Prior authorization denial is represented by a folder containing a denied insurance claim

A review by the Office of the Inspector General (OIG) has found that in 2019 some Medicaid managed care organizations (MCOs) denied thousands of prior authorization requests for elderly, chronically ill, and disabled patients who required in-home care.

The organizations investigated by the OIG denied 12.5% of, or 1 in 8, prior authorization requests in 2019. This amounted to denials of 2.2 million requests, according to the report. By comparison, Medicare Advantage, which has been criticized for having high rates of prior authorization denials, rejected 5.7% of requests.

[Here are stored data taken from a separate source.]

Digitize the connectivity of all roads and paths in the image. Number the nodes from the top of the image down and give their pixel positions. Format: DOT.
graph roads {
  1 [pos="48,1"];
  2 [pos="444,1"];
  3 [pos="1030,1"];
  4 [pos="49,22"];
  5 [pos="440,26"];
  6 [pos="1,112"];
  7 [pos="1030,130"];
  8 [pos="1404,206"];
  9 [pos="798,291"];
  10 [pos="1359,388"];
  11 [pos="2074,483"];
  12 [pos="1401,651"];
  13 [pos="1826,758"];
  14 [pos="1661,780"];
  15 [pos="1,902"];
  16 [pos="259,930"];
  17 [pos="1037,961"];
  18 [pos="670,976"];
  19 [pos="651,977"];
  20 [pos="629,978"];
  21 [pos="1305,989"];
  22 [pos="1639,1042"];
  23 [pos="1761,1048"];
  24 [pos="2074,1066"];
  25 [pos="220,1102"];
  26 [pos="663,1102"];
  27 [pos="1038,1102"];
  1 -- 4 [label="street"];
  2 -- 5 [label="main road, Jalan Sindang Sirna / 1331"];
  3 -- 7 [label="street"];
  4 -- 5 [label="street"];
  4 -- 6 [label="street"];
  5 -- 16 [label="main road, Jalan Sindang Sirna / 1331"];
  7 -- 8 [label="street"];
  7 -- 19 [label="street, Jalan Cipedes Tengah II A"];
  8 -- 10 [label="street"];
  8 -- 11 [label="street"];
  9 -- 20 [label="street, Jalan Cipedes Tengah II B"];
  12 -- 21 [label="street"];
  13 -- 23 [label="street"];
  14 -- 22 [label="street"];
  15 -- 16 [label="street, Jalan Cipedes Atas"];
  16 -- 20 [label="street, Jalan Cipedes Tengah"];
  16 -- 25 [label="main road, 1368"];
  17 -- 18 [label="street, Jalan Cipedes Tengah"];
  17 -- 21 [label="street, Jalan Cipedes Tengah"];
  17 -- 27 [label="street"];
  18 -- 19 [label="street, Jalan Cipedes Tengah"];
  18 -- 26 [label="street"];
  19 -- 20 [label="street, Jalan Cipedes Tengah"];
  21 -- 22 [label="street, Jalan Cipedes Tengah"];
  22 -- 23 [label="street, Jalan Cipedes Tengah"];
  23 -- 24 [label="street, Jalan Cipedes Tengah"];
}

Chart illustrating prior authorization denials
Some managed care organizations (MCOs) had denial rates greater than 25% in 2019. Credit: Office of the Inspector General

Denial rates varied widely among these MCOs, but the majority had a rate under 20%. However, there were outliers: Among the 115 MCOs examined, 12 organizations — serving around 2.7 million people — had denial rates over 25%.

“The wide variation in denial rates emphasizes the need for targeted state oversight of prior authorization denials to ensure that enrollees are not being inappropriately denied care,” the OIG said in the report.

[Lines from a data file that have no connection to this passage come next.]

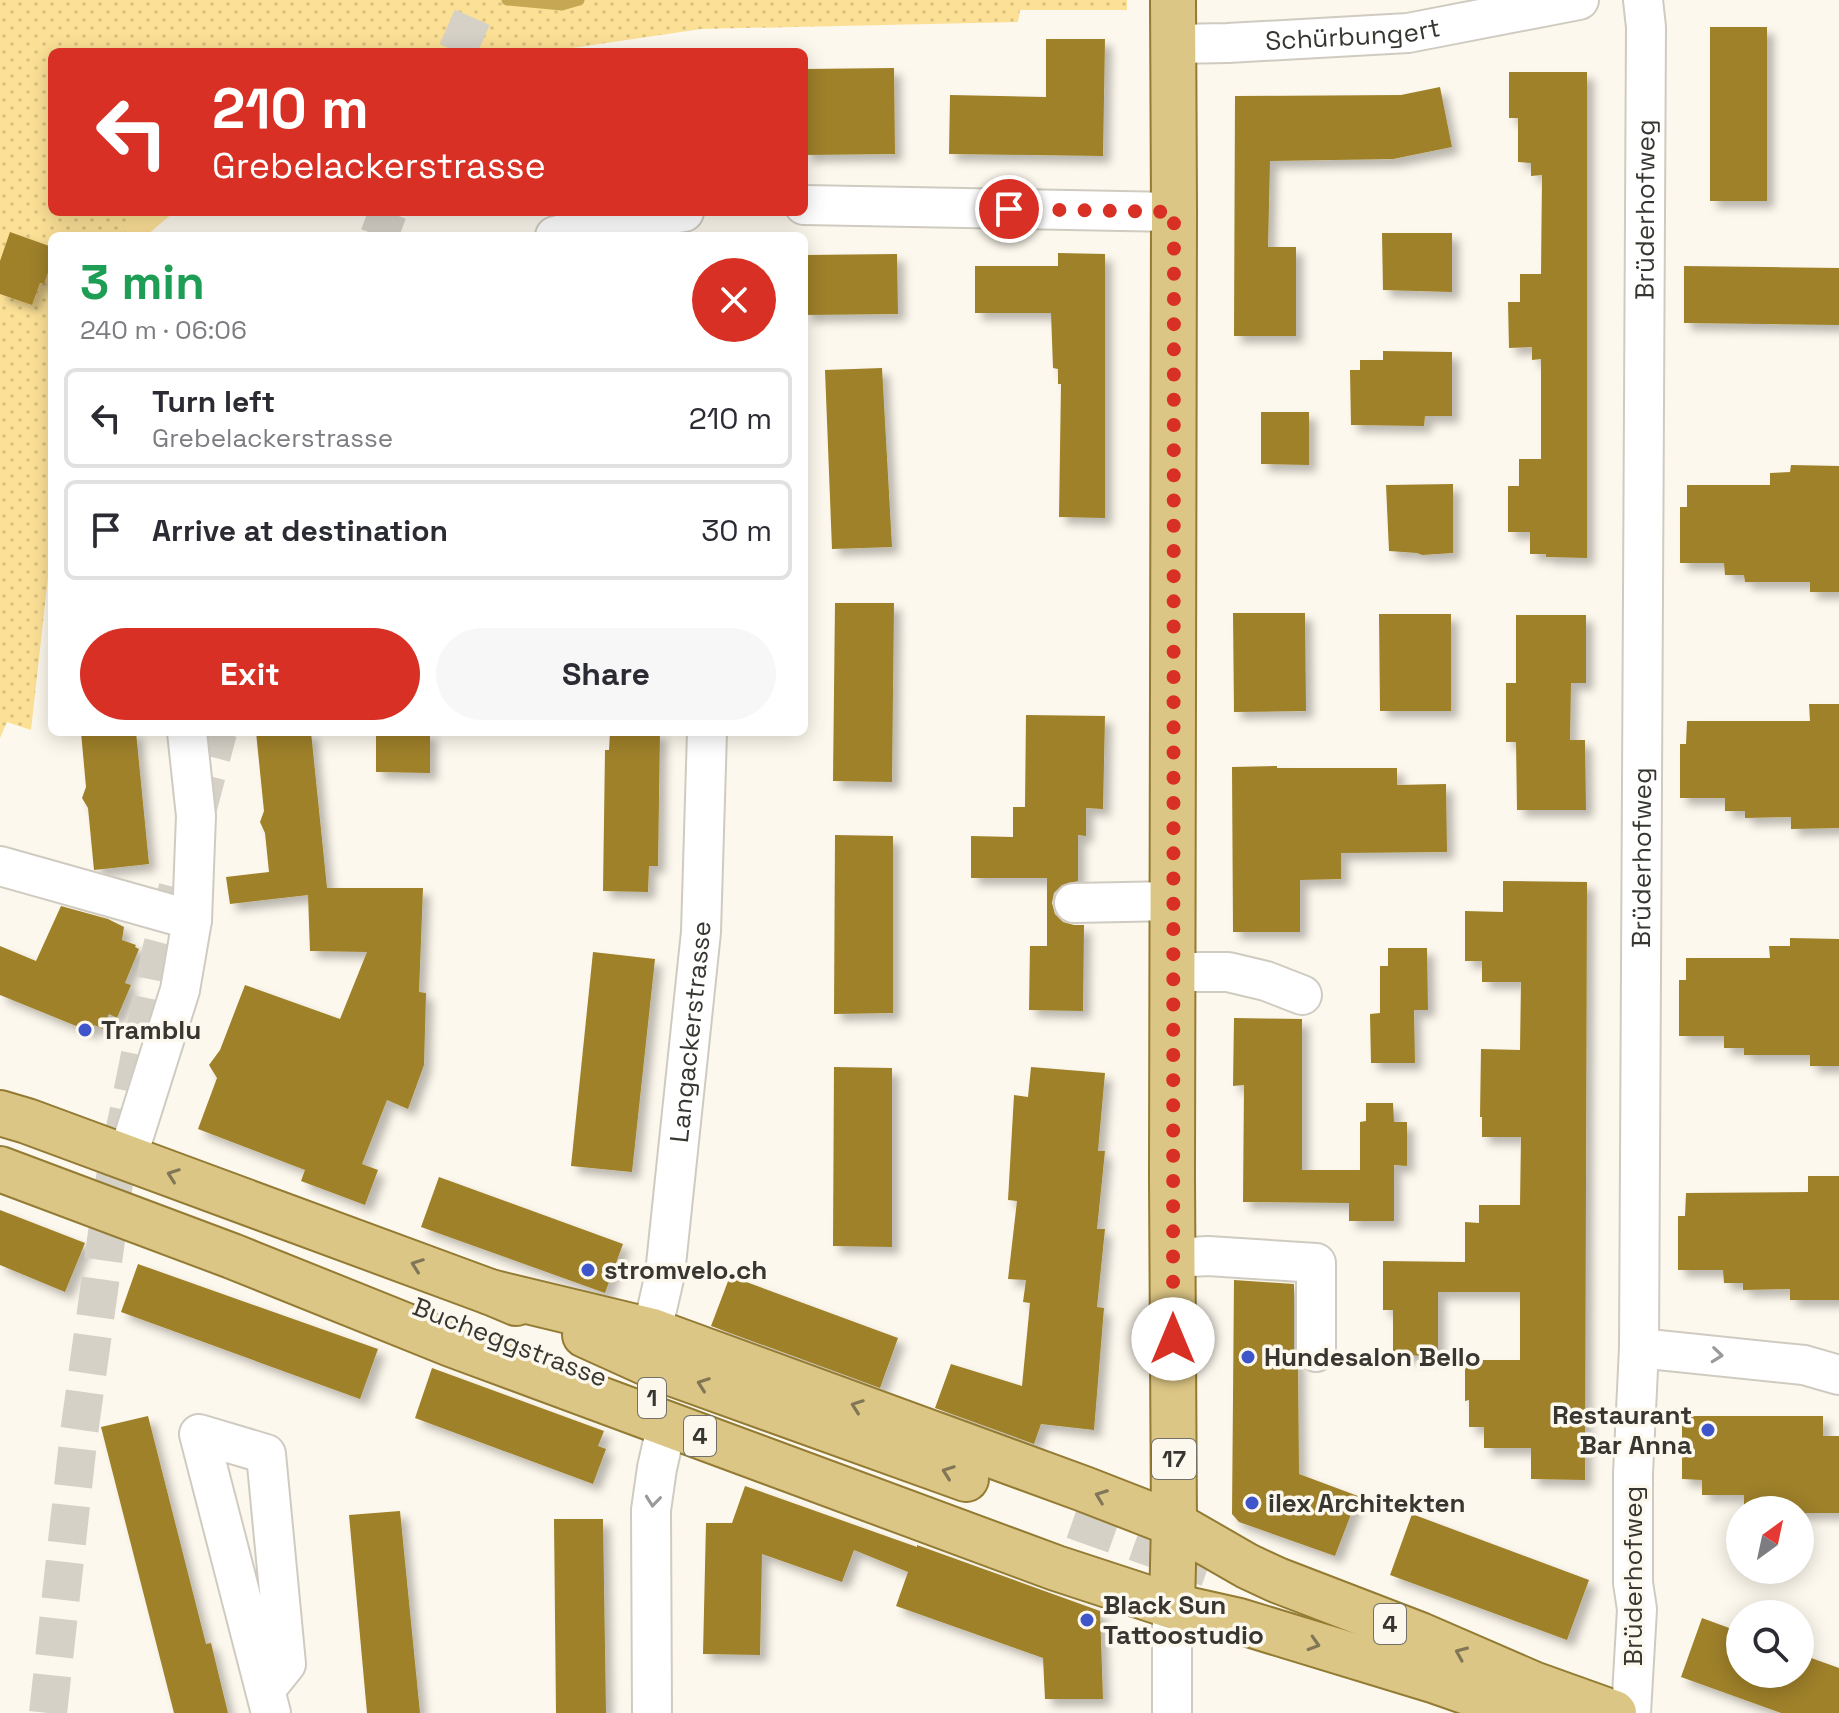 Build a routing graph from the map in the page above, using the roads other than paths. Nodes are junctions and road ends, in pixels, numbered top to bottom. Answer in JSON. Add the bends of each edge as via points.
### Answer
{"nodes":[{"id":1,"x":1173,"y":0,"type":"edge"},
{"id":2,"x":1579,"y":0,"type":"edge"},
{"id":3,"x":1643,"y":0,"type":"edge"},
{"id":4,"x":1173,"y":44,"type":"junction"},
{"id":5,"x":808,"y":205,"type":"edge"},
{"id":6,"x":1174,"y":212,"type":"junction"},
{"id":7,"x":658,"y":216,"type":"edge"},
{"id":8,"x":570,"y":232,"type":"edge"},
{"id":9,"x":187,"y":736,"type":"edge"},
{"id":10,"x":707,"y":736,"type":"edge"},
{"id":11,"x":0,"y":866,"type":"edge"},
{"id":12,"x":1173,"y":901,"type":"junction"},
{"id":13,"x":1074,"y":903,"type":"dead end"},
{"id":14,"x":192,"y":920,"type":"junction"},
{"id":15,"x":1173,"y":972,"type":"junction"},
{"id":16,"x":1302,"y":995,"type":"dead end"},
{"id":17,"x":7,"y":1121,"type":"edge"},
{"id":18,"x":127,"y":1158,"type":"junction"},
{"id":19,"x":0,"y":1169,"type":"edge"},
{"id":20,"x":138,"y":1201,"type":"junction"},
{"id":21,"x":232,"y":1256,"type":"junction"},
{"id":22,"x":1173,"y":1258,"type":"junction"},
{"id":23,"x":490,"y":1292,"type":"junction"},
{"id":24,"x":652,"y":1331,"type":"junction"},
{"id":25,"x":1639,"y":1348,"type":"junction"},
{"id":26,"x":1316,"y":1352,"type":"dead end"},
{"id":27,"x":1839,"y":1375,"type":"edge"},
{"id":28,"x":667,"y":1424,"type":"junction"},
{"id":29,"x":1174,"y":1524,"type":"junction"},
{"id":30,"x":1172,"y":1606,"type":"junction"},
{"id":31,"x":268,"y":1701,"type":"edge"},
{"id":32,"x":652,"y":1713,"type":"edge"},
{"id":33,"x":1172,"y":1713,"type":"edge"},
{"id":34,"x":1527,"y":1713,"type":"edge"},
{"id":35,"x":1614,"y":1713,"type":"edge"},
{"id":36,"x":1631,"y":1713,"type":"edge"}],
"edges":[{"from":1,"to":4,"type":"main road","number":"17"},
{"from":2,"to":4,"type":"street","name":"Schürbungert","via":[[1408,33]]},
{"from":3,"to":25,"type":"street","name":"Brüderhofweg"},
{"from":4,"to":6,"type":"main road","number":"17"},
{"from":5,"to":6,"type":"street"},
{"from":6,"to":12,"type":"main road","number":"17"},
{"from":7,"to":8,"type":"street"},
{"from":9,"to":14,"type":"street","via":[[196,816]]},
{"from":10,"to":24,"type":"street","name":"Langackerstrasse","via":[[701,932],[665,1274]]},
{"from":11,"to":14,"type":"street"},
{"from":12,"to":13,"type":"street"},
{"from":12,"to":15,"type":"main road","number":"17"},
{"from":14,"to":18,"type":"street","via":[[180,990]]},
{"from":15,"to":16,"type":"street","via":[[1228,972]]},
{"from":15,"to":22,"type":"main road","number":"17"},
{"from":17,"to":18,"type":"main road","name":"Bucheggstrasse","number":"1"},
{"from":17,"to":20,"type":"main road","name":"Bucheggstrasse","number":"1"},
{"from":23,"to":18,"type":"main road","name":"Bucheggstrasse","number":"1","one_way":true},
{"from":19,"to":21,"type":"main road","number":"4"},
{"from":20,"to":21,"type":"street"},
{"from":20,"to":23,"type":"main road","name":"Bucheggstrasse","number":"1","one_way":true,"via":[[649,1397],[1072,1532],[660,1369]]},
{"from":21,"to":28,"type":"main road","number":"4"},
{"from":22,"to":26,"type":"street","via":[[1316,1263]]},
{"from":22,"to":29,"type":"main road","number":"17"},
{"from":23,"to":24,"type":"main road","number":"4"},
{"from":29,"to":24,"type":"main road","number":"4","one_way":true},
{"from":25,"to":27,"type":"street","one_way":true,"via":[[1804,1365]]},
{"from":25,"to":36,"type":"street","name":"Brüderhofweg"},
{"from":28,"to":30,"type":"main road","number":"4"},
{"from":28,"to":32,"type":"street","one_way":true,"via":[[651,1510]]},
{"from":29,"to":30,"type":"main road"},
{"from":35,"to":29,"type":"main road","number":"4","one_way":true,"via":[[1277,1580]]},
{"from":30,"to":33,"type":"street"},
{"from":30,"to":34,"type":"main road","number":"4","one_way":true,"via":[[1239,1621]]},
{"from":31,"to":31,"type":"street","via":[[225,1534],[199,1434],[266,1454],[286,1664]]}]}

Chart displaying MCO denial rates
Aetna and UnitedHealthcare each had a managed care organization with a denial rate over 25% in 2019. Credit: Office of the Inspector General

According to the OIG, a lack of oversight by the states is to blame. Among 37 states included in the sample, only 22 use MCO denial data to inform their oversight processes. The other 15 do not have any systems in place to track or trend denial data such as denials for service types or enrollee categories. Furthermore, most states did not regularly do “appropriateness reviews,” which can identify when prior authorization was denied for services that are medically necessary or covered by insurance.

The review identified some problems that allowed improper denials of prior authorization. Some MCOs had unqualified staff deciding whether or not to approve requests, while others were basing decisions on “incorrect criteria.” These problems, said the report, are a particular cause for alarm if appropriate reviews are not in place.

In many cases, independent medical reviews can be conducted to dispute a denial, but this process is only available in 14 of the 37 states investigated. Within these 14 states, very few denials actually went to review, raising questions of whether MCOs are making enrollees and providers aware of this option, according to the OIG.

“These differences in oversight and access to external medical reviews between the two programs raise concerns about health equity and access to care for Medicaid managed care enrollees,” said the OIG in the report. “Given these findings, more action is needed to improve the oversight of denials in Medicaid managed care and to ensure that enrollees have access to all medically necessary and covered services.”